France has previously announced its intention to shutter up to 17 nuclear power plants by 2025, which provide the nation with most of its zero-emissions electricity. However, the aim is to replace that with renewables, not pollution producers.
No new permits will be granted to extract fossil fuels and no existing licences will be renewed beyond 2040, when all production in mainland France and its overseas territories will stop, reports The Guardian. Delphine Batho, a member of parliament, says she hopes the ban will be “contagious” and inspire other countries to follow suit. France has already announced that it intends to ban the sale of new cars powered by internal combustion engines by the year 2040.
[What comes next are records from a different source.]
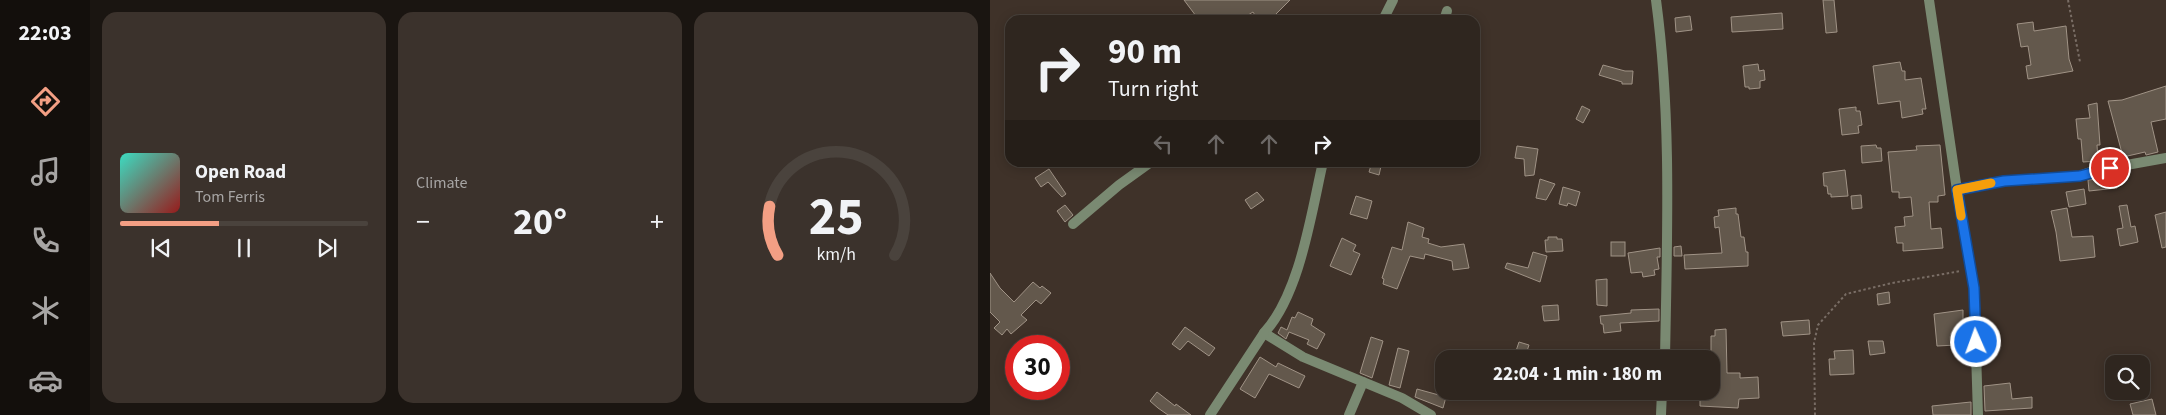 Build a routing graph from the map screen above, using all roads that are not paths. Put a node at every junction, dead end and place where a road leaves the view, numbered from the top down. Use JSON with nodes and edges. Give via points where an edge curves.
{"nodes":[{"id":1,"x":1393,"y":0,"type":"edge"},
{"id":2,"x":1656,"y":0,"type":"edge"},
{"id":3,"x":1929,"y":0,"type":"edge"},
{"id":4,"x":1386,"y":15,"type":"edge"},
{"id":5,"x":2166,"y":158,"type":"edge"},
{"id":6,"x":1144,"y":167,"type":"edge"},
{"id":7,"x":1322,"y":167,"type":"edge"},
{"id":8,"x":1957,"y":190,"type":"junction"},
{"id":9,"x":1073,"y":224,"type":"dead end"},
{"id":10,"x":1264,"y":333,"type":"junction"},
{"id":11,"x":1665,"y":350,"type":"edge"},
{"id":12,"x":1363,"y":382,"type":"junction"},
{"id":13,"x":1662,"y":400,"type":"edge"},
{"id":14,"x":1210,"y":415,"type":"edge"},
{"id":15,"x":1349,"y":415,"type":"edge"},
{"id":16,"x":1431,"y":415,"type":"edge"},
{"id":17,"x":1661,"y":415,"type":"edge"},
{"id":18,"x":1978,"y":415,"type":"edge"}],
"edges":[{"from":1,"to":4,"type":"street"},
{"from":2,"to":11,"type":"street","via":[[1663,50],[1667,144]]},
{"from":3,"to":8,"type":"street"},
{"from":5,"to":8,"type":"street","via":[[2080,176],[2004,181]]},
{"from":6,"to":9,"type":"street"},
{"from":7,"to":10,"type":"street","via":[[1297,269],[1276,320]]},
{"from":8,"to":18,"type":"street","via":[[1974,288]]},
{"from":10,"to":12,"type":"street","via":[[1303,357]]},
{"from":10,"to":14,"type":"street"},
{"from":12,"to":15,"type":"street"},
{"from":12,"to":16,"type":"street","via":[[1402,398]]},
{"from":13,"to":17,"type":"street"}]}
The news is not begin greeted with rapturous joy by environmental groups in France, however. Apparently, the country has many signed contracts for oil and gas extraction that predate the new ban.
Abrogating those legal obligations could subject it to substantial financial penalties. “There are at least 55 exploration licenses that were previously approved and will likely be extended, and 132 extraction permits awaiting approval,” said Juliette Renaud, a fossil fuel industry expert with Friends of the Earth. “If we continue to exploit conventional hydrocarbons, it will be impossible to keep global temperatures from rising above 2° C.”
Even if the new law is mostly symbolic, it is an important step forward, especially at a time when the United States is committed to reinvigorating its moribund coal industry. The way is now wide open for other nations like China and France to take the lead in transitioning to renewable energy.